## About this exercise
Provide an exact copy of the lines from the beginning of the records through the line that includes "Write the network of every", and of no others.

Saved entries
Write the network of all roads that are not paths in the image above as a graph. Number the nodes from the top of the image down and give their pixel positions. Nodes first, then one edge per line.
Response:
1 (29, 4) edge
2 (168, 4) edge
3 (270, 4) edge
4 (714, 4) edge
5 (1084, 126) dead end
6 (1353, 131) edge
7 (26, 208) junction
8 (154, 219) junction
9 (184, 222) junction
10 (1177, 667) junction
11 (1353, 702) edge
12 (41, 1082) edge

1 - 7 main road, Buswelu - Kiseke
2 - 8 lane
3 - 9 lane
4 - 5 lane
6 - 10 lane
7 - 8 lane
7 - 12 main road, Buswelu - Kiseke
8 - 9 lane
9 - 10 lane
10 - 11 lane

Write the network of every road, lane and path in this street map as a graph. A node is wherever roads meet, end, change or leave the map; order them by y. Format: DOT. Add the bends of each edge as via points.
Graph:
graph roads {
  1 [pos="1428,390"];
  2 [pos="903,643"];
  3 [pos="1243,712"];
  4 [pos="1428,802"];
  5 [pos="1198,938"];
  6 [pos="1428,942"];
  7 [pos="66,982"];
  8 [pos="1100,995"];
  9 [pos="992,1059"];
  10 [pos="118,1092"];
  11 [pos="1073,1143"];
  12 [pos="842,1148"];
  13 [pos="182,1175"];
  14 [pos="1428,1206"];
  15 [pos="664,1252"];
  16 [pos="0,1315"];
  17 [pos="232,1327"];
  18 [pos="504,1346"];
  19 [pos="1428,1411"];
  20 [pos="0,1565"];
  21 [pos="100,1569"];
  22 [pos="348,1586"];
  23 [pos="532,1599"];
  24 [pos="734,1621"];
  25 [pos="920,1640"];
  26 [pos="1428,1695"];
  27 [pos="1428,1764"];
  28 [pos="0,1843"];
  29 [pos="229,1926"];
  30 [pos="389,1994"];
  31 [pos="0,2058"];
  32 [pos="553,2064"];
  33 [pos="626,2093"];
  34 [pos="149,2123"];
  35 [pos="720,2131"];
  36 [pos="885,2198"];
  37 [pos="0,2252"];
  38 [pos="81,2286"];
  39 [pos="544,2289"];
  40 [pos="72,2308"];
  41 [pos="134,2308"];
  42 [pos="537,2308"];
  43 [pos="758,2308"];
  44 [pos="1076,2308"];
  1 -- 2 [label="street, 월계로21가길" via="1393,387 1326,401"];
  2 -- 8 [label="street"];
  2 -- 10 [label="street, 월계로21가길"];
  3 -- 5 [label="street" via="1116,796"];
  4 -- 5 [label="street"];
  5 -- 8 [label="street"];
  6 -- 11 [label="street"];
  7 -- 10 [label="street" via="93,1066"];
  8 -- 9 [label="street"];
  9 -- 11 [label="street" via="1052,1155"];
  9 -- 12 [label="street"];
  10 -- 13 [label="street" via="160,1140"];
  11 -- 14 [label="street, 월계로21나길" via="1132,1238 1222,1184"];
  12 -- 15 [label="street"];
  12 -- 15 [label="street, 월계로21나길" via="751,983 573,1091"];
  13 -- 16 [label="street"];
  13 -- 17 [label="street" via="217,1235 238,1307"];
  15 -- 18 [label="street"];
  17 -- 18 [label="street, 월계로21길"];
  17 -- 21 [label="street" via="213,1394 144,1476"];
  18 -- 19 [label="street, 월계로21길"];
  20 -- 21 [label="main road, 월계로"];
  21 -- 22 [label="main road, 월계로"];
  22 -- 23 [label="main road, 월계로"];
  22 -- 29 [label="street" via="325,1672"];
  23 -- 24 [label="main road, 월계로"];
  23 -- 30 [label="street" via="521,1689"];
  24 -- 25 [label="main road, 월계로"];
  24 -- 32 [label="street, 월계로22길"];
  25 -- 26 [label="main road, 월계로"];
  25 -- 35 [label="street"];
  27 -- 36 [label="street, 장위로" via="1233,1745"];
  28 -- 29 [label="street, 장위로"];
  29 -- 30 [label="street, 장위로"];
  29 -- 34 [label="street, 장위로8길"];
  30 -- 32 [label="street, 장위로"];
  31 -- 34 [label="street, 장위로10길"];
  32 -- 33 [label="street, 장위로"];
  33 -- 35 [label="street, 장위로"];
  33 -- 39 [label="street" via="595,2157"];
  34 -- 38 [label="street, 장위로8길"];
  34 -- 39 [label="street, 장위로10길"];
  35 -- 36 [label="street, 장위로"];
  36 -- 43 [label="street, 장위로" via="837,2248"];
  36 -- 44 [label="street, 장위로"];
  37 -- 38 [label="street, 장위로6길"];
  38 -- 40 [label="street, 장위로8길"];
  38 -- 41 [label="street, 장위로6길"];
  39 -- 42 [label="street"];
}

## Expected answer
Write the network of all roads that are not paths in the image above as a graph. Number the nodes from the top of the image down and give their pixel positions. Nodes first, then one edge per line.
Response:
1 (29, 4) edge
2 (168, 4) edge
3 (270, 4) edge
4 (714, 4) edge
5 (1084, 126) dead end
6 (1353, 131) edge
7 (26, 208) junction
8 (154, 219) junction
9 (184, 222) junction
10 (1177, 667) junction
11 (1353, 702) edge
12 (41, 1082) edge

1 - 7 main road, Buswelu - Kiseke
2 - 8 lane
3 - 9 lane
4 - 5 lane
6 - 10 lane
7 - 8 lane
7 - 12 main road, Buswelu - Kiseke
8 - 9 lane
9 - 10 lane
10 - 11 lane

Write the network of every road, lane and path in this street map as a graph. A node is wherever roads meet, end, change or leave the map; order them by y. Format: DOT. Add the bends of each edge as via points.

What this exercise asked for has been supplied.